* Problem details *
As you reproduce every line below, keep it exactly as written and leave out the images.

* Record set *
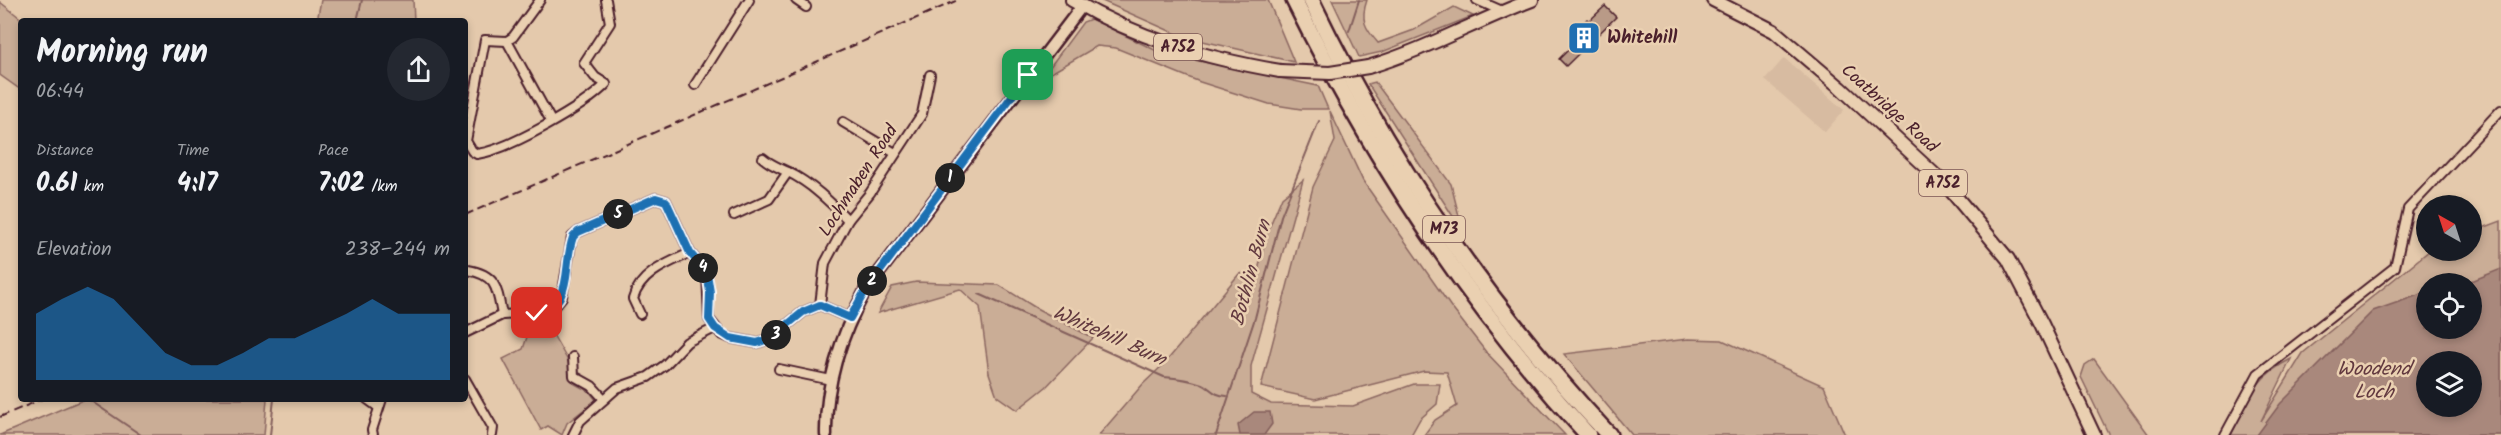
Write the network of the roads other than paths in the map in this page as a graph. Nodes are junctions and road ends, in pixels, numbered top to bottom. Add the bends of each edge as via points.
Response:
1 (540, 0) edge
2 (606, 0) edge
3 (749, 0) edge
4 (796, 0) edge
5 (1294, 0) edge
6 (1311, 0) edge
7 (1477, 0) edge
8 (1532, 0) edge
9 (1713, 0) edge
10 (1077, 3) edge
11 (806, 7) dead end
12 (1502, 11) junction
13 (507, 41) junction
14 (930, 75) dead end
15 (695, 85) dead end
16 (2501, 110) edge
17 (551, 121) junction
18 (843, 122) dead end
19 (468, 128) edge
20 (468, 146) edge
21 (895, 153) junction
22 (763, 158) dead end
23 (788, 172) junction
24 (734, 215) dead end
25 (848, 220) junction
26 (690, 253) junction
27 (468, 270) dead end
28 (820, 305) junction
29 (640, 314) dead end
30 (502, 315) junction
31 (850, 318) junction
32 (715, 328) junction
33 (468, 332) edge
34 (573, 357) dead end
35 (779, 369) dead end
36 (831, 380) junction
37 (468, 384) edge
38 (604, 399) junction
39 (371, 402) edge
40 (380, 402) edge
41 (378, 407) junction
42 (373, 435) edge
43 (492, 435) edge
44 (573, 435) edge
45 (826, 435) edge
46 (1588, 435) edge
47 (1609, 435) edge
48 (2094, 435) edge
49 (2225, 435) edge

1 - 13 street
2 - 17 street via 610,23 584,63 606,84 594,97
3 - 15 street
4 - 11 street
5 - 46 highway, M73 via 1350,109 1446,260 1529,368
6 - 47 highway, M73 via 1387,141 1459,251 1541,359
7 - 12 street
8 - 12 main road, A752
9 - 48 main road, Coatbridge Road / A752 via 1774,31 1947,186 2008,259
10 - 12 main road, A752, bridge via 1154,40 1238,64 1330,73 1368,67 1421,50
10 - 31 main road via 865,291
13 - 17 street
13 - 19 street via 485,40
14 - 21 street, Lochmaben Road via 922,114
16 - 49 street via 2408,209 2395,267 2258,374
17 - 20 street via 483,153 477,154
18 - 21 street
21 - 25 street, Lochmaben Road
22 - 23 street
23 - 24 street via 769,199
23 - 25 street via 825,197
25 - 28 street, Lochmaben Road via 825,263
26 - 29 street via 647,277 633,299
26 - 30 street via 666,201 656,198 573,237 562,297 551,310
26 - 32 street via 707,273 709,319
27 - 30 street via 490,277
28 - 31 street
28 - 32 street via 757,343 730,338
30 - 33 street
31 - 36 main road
32 - 38 street via 687,342 648,377 617,388
34 - 38 street via 574,376 592,386
35 - 36 street
36 - 45 main road
37 - 43 street via 493,428
38 - 44 street via 580,421
39 - 41 street
40 - 41 street
41 - 42 street

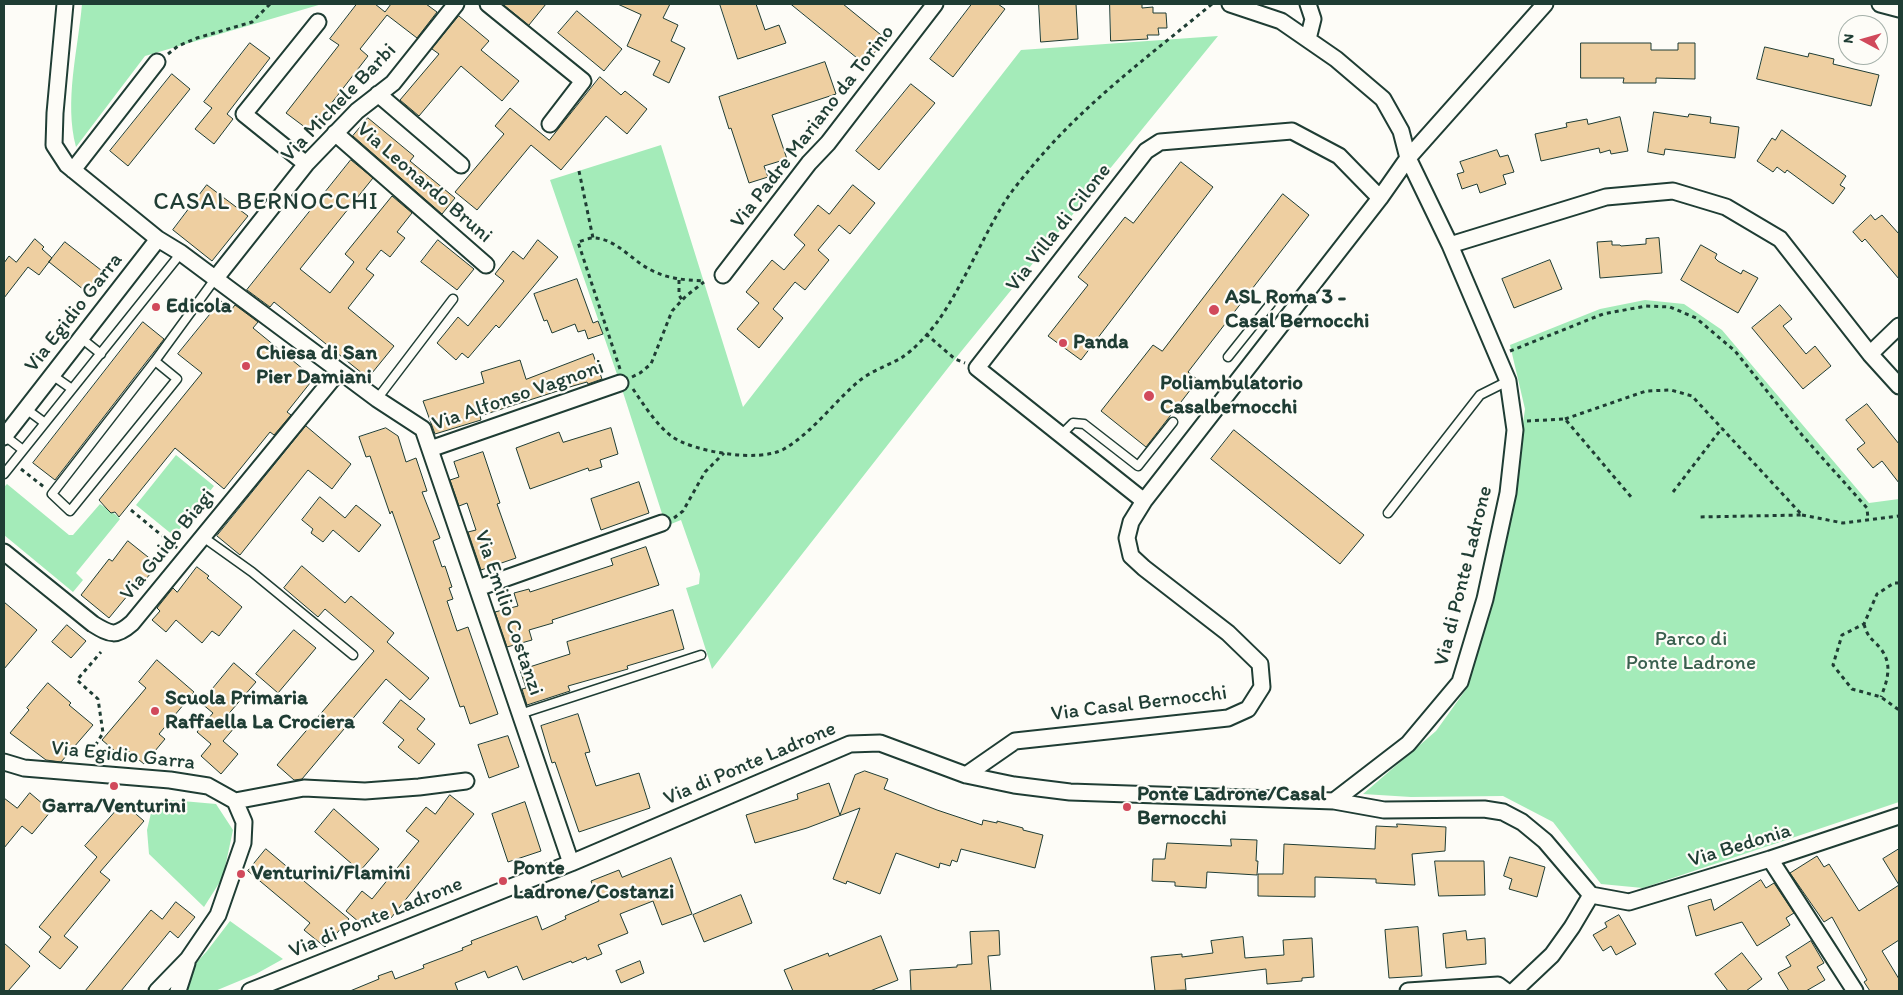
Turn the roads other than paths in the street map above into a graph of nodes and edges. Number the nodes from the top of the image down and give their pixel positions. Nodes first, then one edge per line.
1 (65, 4) edge
2 (456, 4) edge
3 (488, 4) edge
4 (935, 4) edge
5 (1230, 4) edge
6 (1308, 4) edge
7 (1545, 4) edge
8 (1880, 4) edge
9 (1899, 9) edge
10 (318, 22) dead end
11 (1308, 39) junction
12 (157, 62) road end
13 (378, 94) junction
14 (550, 124) dead end
15 (335, 133) junction
16 (1408, 158) junction
17 (306, 164) junction
18 (461, 165) dead end
19 (73, 170) junction
20 (1380, 198) junction
21 (158, 239) junction
22 (1450, 245) junction
23 (181, 254) junction
24 (486, 265) dead end
25 (723, 275) dead end
26 (215, 278) junction
27 (453, 299) dead end
28 (1272, 302) dead end
29 (1899, 326) edge
30 (81, 338) junction
31 (101, 354) junction
32 (1870, 354) junction
33 (1228, 357) dead end
34 (155, 361) junction
35 (339, 371) junction
36 (52, 375) junction
37 (1508, 381) junction
38 (623, 382) road end
39 (1899, 386) edge
40 (72, 389) junction
41 (377, 399) junction
42 (26, 409) junction
43 (1173, 422) dead end
44 (45, 423) junction
45 (1061, 435) junction
46 (4, 436) edge
47 (430, 449) junction
48 (24, 450) junction
49 (4, 474) edge
50 (1144, 502) junction
51 (1388, 513) dead end
52 (665, 522) road end
53 (203, 537) junction
54 (4, 552) edge
55 (478, 588) junction
56 (353, 655) dead end
57 (701, 655) dead end
58 (520, 714) junction
59 (4, 762) edge
60 (966, 775) junction
61 (466, 781) dead end
62 (235, 801) junction
63 (1334, 802) junction
64 (1899, 816) edge
65 (1770, 859) junction
66 (571, 863) junction
67 (1591, 895) junction
68 (188, 959) junction
69 (1851, 990) edge
70 (157, 991) edge
71 (178, 991) edge
72 (250, 991) edge
73 (1408, 991) edge
74 (1506, 991) edge
75 (1514, 991) edge

1 - 19 street
2 - 13 street, Via Michele Barbi
3 - 14 street
4 - 25 street, Via Padre Mariano da Torino
5 - 11 street, Via di Ponte Ladrone
6 - 11 street
7 - 16 street, Via Casal Bernocchi
8 - 9 street
10 - 17 street
11 - 16 street, Via di Ponte Ladrone
12 - 19 street
13 - 15 street, Via Michele Barbi
13 - 18 street
15 - 17 street, Via Michele Barbi
15 - 24 street, Via Leonardo Bruni
16 - 20 street, Via Casal Bernocchi
16 - 22 street, Via di Ponte Ladrone
17 - 26 street, Via Michele Barbi
19 - 21 street
20 - 45 street, Via Villa di Cilone
20 - 50 street, Via Casal Bernocchi
21 - 23 street
21 - 30 street, Via Egidio Garra
22 - 32 street
22 - 37 street, Via di Ponte Ladrone
23 - 26 street
23 - 31 lane
26 - 34 lane
26 - 35 street
27 - 41 lane
28 - 33 lane
29 - 32 street
30 - 31 lane
30 - 36 street, Via Egidio Garra
31 - 40 lane
32 - 39 street
34 - 34 lane
35 - 41 street
35 - 53 street, Via Guido Biagi
36 - 40 lane
36 - 42 street, Via Egidio Garra
37 - 51 lane
37 - 63 street, Via di Ponte Ladrone
38 - 47 street, Via Alfonso Vagnoni
40 - 44 lane
41 - 47 street, Via Emilio Costanzi
42 - 44 lane
42 - 46 street, Via Egidio Garra
43 - 45 lane
44 - 48 lane
45 - 50 street
46 - 48 lane
47 - 55 street, Via Emilio Costanzi
48 - 49 lane
50 - 60 street, Via Casal Bernocchi
52 - 55 street
53 - 54 street, Via Guido Biagi
53 - 56 lane
55 - 58 street, Via Emilio Costanzi
57 - 58 lane
58 - 66 street, Via Emilio Costanzi
59 - 62 street, Via Egidio Garra
60 - 63 street, Via di Ponte Ladrone
60 - 66 street, Via di Ponte Ladrone
61 - 62 street
62 - 68 street
63 - 67 street
64 - 65 street, Via Bedonia
65 - 67 street, Via Bedonia
65 - 69 street
66 - 72 street, Via di Ponte Ladrone
67 - 75 street
68 - 70 street
68 - 71 street
73 - 74 street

* Solution to this task *
Write the network of the roads other than paths in the map in this page as a graph. Nodes are junctions and road ends, in pixels, numbered top to bottom. Add the bends of each edge as via points.
Response:
1 (540, 0) edge
2 (606, 0) edge
3 (749, 0) edge
4 (796, 0) edge
5 (1294, 0) edge
6 (1311, 0) edge
7 (1477, 0) edge
8 (1532, 0) edge
9 (1713, 0) edge
10 (1077, 3) edge
11 (806, 7) dead end
12 (1502, 11) junction
13 (507, 41) junction
14 (930, 75) dead end
15 (695, 85) dead end
16 (2501, 110) edge
17 (551, 121) junction
18 (843, 122) dead end
19 (468, 128) edge
20 (468, 146) edge
21 (895, 153) junction
22 (763, 158) dead end
23 (788, 172) junction
24 (734, 215) dead end
25 (848, 220) junction
26 (690, 253) junction
27 (468, 270) dead end
28 (820, 305) junction
29 (640, 314) dead end
30 (502, 315) junction
31 (850, 318) junction
32 (715, 328) junction
33 (468, 332) edge
34 (573, 357) dead end
35 (779, 369) dead end
36 (831, 380) junction
37 (468, 384) edge
38 (604, 399) junction
39 (371, 402) edge
40 (380, 402) edge
41 (378, 407) junction
42 (373, 435) edge
43 (492, 435) edge
44 (573, 435) edge
45 (826, 435) edge
46 (1588, 435) edge
47 (1609, 435) edge
48 (2094, 435) edge
49 (2225, 435) edge

1 - 13 street
2 - 17 street via 610,23 584,63 606,84 594,97
3 - 15 street
4 - 11 street
5 - 46 highway, M73 via 1350,109 1446,260 1529,368
6 - 47 highway, M73 via 1387,141 1459,251 1541,359
7 - 12 street
8 - 12 main road, A752
9 - 48 main road, Coatbridge Road / A752 via 1774,31 1947,186 2008,259
10 - 12 main road, A752, bridge via 1154,40 1238,64 1330,73 1368,67 1421,50
10 - 31 main road via 865,291
13 - 17 street
13 - 19 street via 485,40
14 - 21 street, Lochmaben Road via 922,114
16 - 49 street via 2408,209 2395,267 2258,374
17 - 20 street via 483,153 477,154
18 - 21 street
21 - 25 street, Lochmaben Road
22 - 23 street
23 - 24 street via 769,199
23 - 25 street via 825,197
25 - 28 street, Lochmaben Road via 825,263
26 - 29 street via 647,277 633,299
26 - 30 street via 666,201 656,198 573,237 562,297 551,310
26 - 32 street via 707,273 709,319
27 - 30 street via 490,277
28 - 31 street
28 - 32 street via 757,343 730,338
30 - 33 street
31 - 36 main road
32 - 38 street via 687,342 648,377 617,388
34 - 38 street via 574,376 592,386
35 - 36 street
36 - 45 main road
37 - 43 street via 493,428
38 - 44 street via 580,421
39 - 41 street
40 - 41 street
41 - 42 street

Turn the roads other than paths in the street map above into a graph of nodes and edges. Number the nodes from the top of the image down and give their pixel positions. Nodes first, then one edge per line.
1 (65, 4) edge
2 (456, 4) edge
3 (488, 4) edge
4 (935, 4) edge
5 (1230, 4) edge
6 (1308, 4) edge
7 (1545, 4) edge
8 (1880, 4) edge
9 (1899, 9) edge
10 (318, 22) dead end
11 (1308, 39) junction
12 (157, 62) road end
13 (378, 94) junction
14 (550, 124) dead end
15 (335, 133) junction
16 (1408, 158) junction
17 (306, 164) junction
18 (461, 165) dead end
19 (73, 170) junction
20 (1380, 198) junction
21 (158, 239) junction
22 (1450, 245) junction
23 (181, 254) junction
24 (486, 265) dead end
25 (723, 275) dead end
26 (215, 278) junction
27 (453, 299) dead end
28 (1272, 302) dead end
29 (1899, 326) edge
30 (81, 338) junction
31 (101, 354) junction
32 (1870, 354) junction
33 (1228, 357) dead end
34 (155, 361) junction
35 (339, 371) junction
36 (52, 375) junction
37 (1508, 381) junction
38 (623, 382) road end
39 (1899, 386) edge
40 (72, 389) junction
41 (377, 399) junction
42 (26, 409) junction
43 (1173, 422) dead end
44 (45, 423) junction
45 (1061, 435) junction
46 (4, 436) edge
47 (430, 449) junction
48 (24, 450) junction
49 (4, 474) edge
50 (1144, 502) junction
51 (1388, 513) dead end
52 (665, 522) road end
53 (203, 537) junction
54 (4, 552) edge
55 (478, 588) junction
56 (353, 655) dead end
57 (701, 655) dead end
58 (520, 714) junction
59 (4, 762) edge
60 (966, 775) junction
61 (466, 781) dead end
62 (235, 801) junction
63 (1334, 802) junction
64 (1899, 816) edge
65 (1770, 859) junction
66 (571, 863) junction
67 (1591, 895) junction
68 (188, 959) junction
69 (1851, 990) edge
70 (157, 991) edge
71 (178, 991) edge
72 (250, 991) edge
73 (1408, 991) edge
74 (1506, 991) edge
75 (1514, 991) edge

1 - 19 street
2 - 13 street, Via Michele Barbi
3 - 14 street
4 - 25 street, Via Padre Mariano da Torino
5 - 11 street, Via di Ponte Ladrone
6 - 11 street
7 - 16 street, Via Casal Bernocchi
8 - 9 street
10 - 17 street
11 - 16 street, Via di Ponte Ladrone
12 - 19 street
13 - 15 street, Via Michele Barbi
13 - 18 street
15 - 17 street, Via Michele Barbi
15 - 24 street, Via Leonardo Bruni
16 - 20 street, Via Casal Bernocchi
16 - 22 street, Via di Ponte Ladrone
17 - 26 street, Via Michele Barbi
19 - 21 street
20 - 45 street, Via Villa di Cilone
20 - 50 street, Via Casal Bernocchi
21 - 23 street
21 - 30 street, Via Egidio Garra
22 - 32 street
22 - 37 street, Via di Ponte Ladrone
23 - 26 street
23 - 31 lane
26 - 34 lane
26 - 35 street
27 - 41 lane
28 - 33 lane
29 - 32 street
30 - 31 lane
30 - 36 street, Via Egidio Garra
31 - 40 lane
32 - 39 street
34 - 34 lane
35 - 41 street
35 - 53 street, Via Guido Biagi
36 - 40 lane
36 - 42 street, Via Egidio Garra
37 - 51 lane
37 - 63 street, Via di Ponte Ladrone
38 - 47 street, Via Alfonso Vagnoni
40 - 44 lane
41 - 47 street, Via Emilio Costanzi
42 - 44 lane
42 - 46 street, Via Egidio Garra
43 - 45 lane
44 - 48 lane
45 - 50 street
46 - 48 lane
47 - 55 street, Via Emilio Costanzi
48 - 49 lane
50 - 60 street, Via Casal Bernocchi
52 - 55 street
53 - 54 street, Via Guido Biagi
53 - 56 lane
55 - 58 street, Via Emilio Costanzi
57 - 58 lane
58 - 66 street, Via Emilio Costanzi
59 - 62 street, Via Egidio Garra
60 - 63 street, Via di Ponte Ladrone
60 - 66 street, Via di Ponte Ladrone
61 - 62 street
62 - 68 street
63 - 67 street
64 - 65 street, Via Bedonia
65 - 67 street, Via Bedonia
65 - 69 street
66 - 72 street, Via di Ponte Ladrone
67 - 75 street
68 - 70 street
68 - 71 street
73 - 74 street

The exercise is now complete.